Re: [PATCH 07/18] e2fsck: verify checksums after checking everything else

"Theodore Ts'o" <tytso@xxxxxxx> · Sat, 26 Jul 2014 16:53:16 -0400

On Fri, Jul 25, 2014 at 05:34:22PM -0700, Darrick J. Wong wrote:
> There's a particular problem with e2fsck's user interface where
> checksum errors are concerned:  Fixing the first complaint about
> a checksum problem results in the inode being cleared even if e2fsck
> could otherwise have recovered it.  While this mode is useful for
> cleaning the remaining broken crud off the filesystem, we could at
> least default to checking everything /else/ and only complaining about
> the incorrect checksum if fsck finds nothing else wrong.
> 
> So, plumb in a config option.  We default to "verify and checksum"
> unless the user tell us otherwise.

I'm not convinced this is the right way to go.  Telling the user that
they need to muck with the config file depending on what sort of file
system corruption they have seems rather unsatisfying.

This is what I'd much rather do.  Add a "sanity checking" mode to the
inode scanning functions which gets enabled when EXT2_SF_SANITY_CHECK
is set via ext2fs_inode_scan_flags().  What the sanity check mode does
is every time the inode scan functions read in a new inode table
block, it performs a "sanity check" on the inode table block.  

The sanity check is carried out as follows.  If a majority of the
inodes in the inode table block are "insane" then set the
EXT2_SF_INSANE_ITABLE_BLOCK flag in scan flags, if not, clear this
flag.  If checksum is incorrect, the inode is considered insane.  If
the extent flag is set, and the extent header looks insane, then the
inode is considered insane.  For indirect blocks, if more than 50% of
the blocks in i_blocks[] are invalid, then inode is considered insane.

This is basically a simiplified version of an algorithm which Andreas
has been carrying in Lustre's e2fsprogs for a while, which tries to
apply a hueristic check over multiple inodes to decide whether if we
would be better off just zapping all of the inodes in an inode table
block.  The reason why I never integrated that change into mainline is
that in order to make it work, it violated a large number of
abstractions, and so I considered too ugly to live.

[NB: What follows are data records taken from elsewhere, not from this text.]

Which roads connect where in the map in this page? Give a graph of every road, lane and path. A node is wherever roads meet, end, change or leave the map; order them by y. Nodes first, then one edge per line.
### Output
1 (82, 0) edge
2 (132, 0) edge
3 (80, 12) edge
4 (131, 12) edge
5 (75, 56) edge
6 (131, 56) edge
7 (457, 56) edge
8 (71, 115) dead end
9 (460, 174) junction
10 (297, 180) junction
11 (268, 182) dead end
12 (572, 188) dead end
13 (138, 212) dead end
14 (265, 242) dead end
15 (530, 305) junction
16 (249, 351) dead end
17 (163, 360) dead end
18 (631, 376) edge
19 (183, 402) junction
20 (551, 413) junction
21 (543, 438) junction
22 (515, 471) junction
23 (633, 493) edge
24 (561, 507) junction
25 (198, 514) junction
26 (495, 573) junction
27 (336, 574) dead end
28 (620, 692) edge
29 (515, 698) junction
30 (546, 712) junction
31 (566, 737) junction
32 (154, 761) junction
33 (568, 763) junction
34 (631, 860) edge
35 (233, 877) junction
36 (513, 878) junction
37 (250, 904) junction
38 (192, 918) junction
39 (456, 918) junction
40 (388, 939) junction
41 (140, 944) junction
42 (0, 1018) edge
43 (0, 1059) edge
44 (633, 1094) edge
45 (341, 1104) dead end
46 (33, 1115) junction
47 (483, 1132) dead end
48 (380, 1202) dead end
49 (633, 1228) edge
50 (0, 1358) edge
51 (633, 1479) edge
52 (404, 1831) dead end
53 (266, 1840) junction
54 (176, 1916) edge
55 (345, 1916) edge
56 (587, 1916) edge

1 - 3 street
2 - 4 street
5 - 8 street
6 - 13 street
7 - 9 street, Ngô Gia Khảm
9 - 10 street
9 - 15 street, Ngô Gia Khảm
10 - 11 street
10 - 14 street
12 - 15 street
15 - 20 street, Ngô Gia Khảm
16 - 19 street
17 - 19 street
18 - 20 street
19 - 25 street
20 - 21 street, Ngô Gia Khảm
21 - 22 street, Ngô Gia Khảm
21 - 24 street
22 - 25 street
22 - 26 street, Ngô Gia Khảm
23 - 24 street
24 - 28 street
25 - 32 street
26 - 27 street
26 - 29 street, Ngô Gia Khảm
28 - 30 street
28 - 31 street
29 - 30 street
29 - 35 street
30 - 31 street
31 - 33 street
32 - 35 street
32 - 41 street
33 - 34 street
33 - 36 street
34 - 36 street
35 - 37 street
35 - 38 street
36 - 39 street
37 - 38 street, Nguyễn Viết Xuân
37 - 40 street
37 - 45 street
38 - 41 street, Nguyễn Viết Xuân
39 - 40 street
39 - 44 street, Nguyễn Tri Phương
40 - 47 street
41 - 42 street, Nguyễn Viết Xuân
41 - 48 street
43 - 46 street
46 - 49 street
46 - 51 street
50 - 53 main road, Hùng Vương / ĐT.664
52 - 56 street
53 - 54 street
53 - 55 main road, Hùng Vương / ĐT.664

The advantage of doing this all inside lib/ext2fs/inode.c's inode
scanning function is that it's much cleaner.  We can't do as many
checks as Andreas did, but for the rough hueristic of deciding whether
we have a minor problem in a single inode, or a massive problem caused
by garbage written into the inode table or another inode table block
getting written into the wrong place on disk (which we can only do if
metadata checksums are enabled, but that's OK), we can get away with
doing only the obvious "local" checks.

After all, in practice, it's usually either problems in a single inode
(usually caused by a kernel bug or a memory bit flip), or complete
garbage written into the inode table block, or an inode table block
written to wrong place on disk, on top of another inode table block.
So we just need a rough hueristic to distinguish between these cases.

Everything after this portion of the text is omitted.